As someone who’s read the 100-plus page sustainability draft standards from the Leonardo Academy, I’m glad they’ve been set aside.

Hopefully, the produce industry won’t see anything quite like that when the academy and its sustainability committees next meet.

In mid-January, the Washington, D.C.-based American National Standards Institute rejected a U.S. Department of Agriculture’s plea to remove the Madison, Wis.-based Leonardo Academy’s sustainability accreditation status.

But before the ruling, the academy dropped the draft document and pledged to work on a new one with more rounded input.

So what was so bad about the draft document that got USDA and countless produce companies riled up?

For one, Leonardo Academy considered organic agriculture as the ideal for sustainable agriculture.

Another problem was that the standards applied to all crops, whether sweet corn or corn for ethanol.

In addition, the standards were just too broad — advising on labor, community involvement, product purity, etc. — and unrealistic.

The Leonardo Academy says on its Web site: “Our integrated approach makes sustainability very practical for our clients.”

The impractical, discarded draft failed produce companies by that standard.

Bob Gray, Salinas, Calif.-based chief executive officer of Duda Farm Fresh Foods Inc., Oviedo, Fla., has a stake in sustainability, and noted another disconnect of academic types who lend their hand to sustainability standards.

“Think tank groups tend not to get the economical aspect, and it’s been made worse by the global economic crisis,” he said. “We’re all locked into this economic system, so we have to make these things work economically. We have to have incentives to change behavior. If there’s a cost burden without reward, it won’t get much traction.”

Not all think tank/academia-types are dreamers, though.

Jonathan Kaplan, director of the Sustainable Agriculture Project in the San Francisco office of the Natural Resources Defense Council, New York, said at the Western Growers annual meeting in November in a sustainability workshop that growers and environmental groups have more common goals than they acknowledge.

“We’ve got to keep farmers on the land or it becomes car habitat with more congestion and pollution,” he said.

Another key point, Gray said, is being open-minded about processes and where companies are on a sustainability timeline.

“It’s about doing the right thing,” he said, “not doing things right.”

A handful of Leonardo committee members are also members of the Stewardship Index for Specialty Crops, which is composed of nongovernmental organizations, trade associations, suppliers and buyers who are working to develop benchmarks outlining sustainable practices.

One of them, Hank Giclas, vice president of science and technology for Irvine, Calif.-based Western Growers, said to be fair to Leonardo, the draft was just that and was designed to be debated and modified.

Fair enough.

But in the end, Giclas said, the draft was simply too controversial and unwieldy to be retooled.

Jeff Dlott, president and chief executive officer of SureHarvest, a sustainability consulting and information systems company based in Soquel, Calif., said the stewardship index group can make quicker decisions than the Leonardo group, so there’s hope that its recommendations can play a large role in what Leonardo does.

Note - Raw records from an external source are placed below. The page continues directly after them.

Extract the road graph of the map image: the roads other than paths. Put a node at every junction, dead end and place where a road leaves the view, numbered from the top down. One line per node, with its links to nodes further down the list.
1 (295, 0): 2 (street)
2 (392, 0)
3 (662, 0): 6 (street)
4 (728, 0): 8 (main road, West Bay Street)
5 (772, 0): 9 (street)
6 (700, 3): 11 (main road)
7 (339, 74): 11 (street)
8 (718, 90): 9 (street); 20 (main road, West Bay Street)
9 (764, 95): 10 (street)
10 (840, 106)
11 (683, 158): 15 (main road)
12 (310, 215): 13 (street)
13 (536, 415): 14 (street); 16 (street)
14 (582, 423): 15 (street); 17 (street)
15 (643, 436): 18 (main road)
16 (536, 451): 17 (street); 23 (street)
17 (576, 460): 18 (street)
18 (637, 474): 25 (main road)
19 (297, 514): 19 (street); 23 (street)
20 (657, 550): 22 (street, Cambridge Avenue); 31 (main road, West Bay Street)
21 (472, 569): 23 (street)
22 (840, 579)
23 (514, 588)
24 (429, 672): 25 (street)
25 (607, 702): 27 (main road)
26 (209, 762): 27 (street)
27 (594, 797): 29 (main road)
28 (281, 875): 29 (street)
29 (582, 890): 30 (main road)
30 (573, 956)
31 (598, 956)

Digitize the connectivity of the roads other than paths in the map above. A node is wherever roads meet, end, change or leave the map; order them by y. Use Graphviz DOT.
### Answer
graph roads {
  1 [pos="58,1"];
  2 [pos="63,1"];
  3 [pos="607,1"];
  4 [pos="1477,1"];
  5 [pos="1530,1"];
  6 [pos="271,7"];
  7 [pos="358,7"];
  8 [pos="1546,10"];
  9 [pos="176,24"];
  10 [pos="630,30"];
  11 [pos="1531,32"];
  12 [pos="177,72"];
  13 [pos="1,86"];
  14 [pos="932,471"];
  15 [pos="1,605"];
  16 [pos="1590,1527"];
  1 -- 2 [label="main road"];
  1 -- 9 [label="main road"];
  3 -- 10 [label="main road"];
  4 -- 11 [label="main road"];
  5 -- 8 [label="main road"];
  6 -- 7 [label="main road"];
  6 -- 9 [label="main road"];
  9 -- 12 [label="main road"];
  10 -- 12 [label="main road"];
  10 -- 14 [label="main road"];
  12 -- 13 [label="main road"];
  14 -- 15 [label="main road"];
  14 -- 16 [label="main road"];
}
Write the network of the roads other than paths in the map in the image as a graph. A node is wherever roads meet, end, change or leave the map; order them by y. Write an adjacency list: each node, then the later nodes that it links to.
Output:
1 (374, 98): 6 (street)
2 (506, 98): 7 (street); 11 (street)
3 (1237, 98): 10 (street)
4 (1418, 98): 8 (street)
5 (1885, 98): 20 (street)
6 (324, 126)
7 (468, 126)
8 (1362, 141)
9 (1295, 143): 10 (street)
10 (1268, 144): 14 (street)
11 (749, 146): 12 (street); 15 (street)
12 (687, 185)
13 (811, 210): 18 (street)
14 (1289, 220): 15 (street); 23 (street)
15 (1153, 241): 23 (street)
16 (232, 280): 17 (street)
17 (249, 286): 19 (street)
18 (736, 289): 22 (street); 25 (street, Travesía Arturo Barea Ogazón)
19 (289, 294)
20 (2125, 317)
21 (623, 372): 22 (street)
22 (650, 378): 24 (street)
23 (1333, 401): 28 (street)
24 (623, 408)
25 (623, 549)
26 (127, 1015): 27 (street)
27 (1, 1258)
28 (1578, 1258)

“We have a blank slate now,” he said, referring to the discarded draft.

Giclas said the stewardship index plans a big April meeting and hopes to bring some fresh ideas to the next scheduled Leonardo sustainability standards meeting in May.

The produce industry should rest a little easier knowing that leading minds and organizations should have a much larger role in crafting the next sustainability draft through their involvement in the stewardship index and Leonardo Academy meetings.

We should have confidence they’ll do the right thing.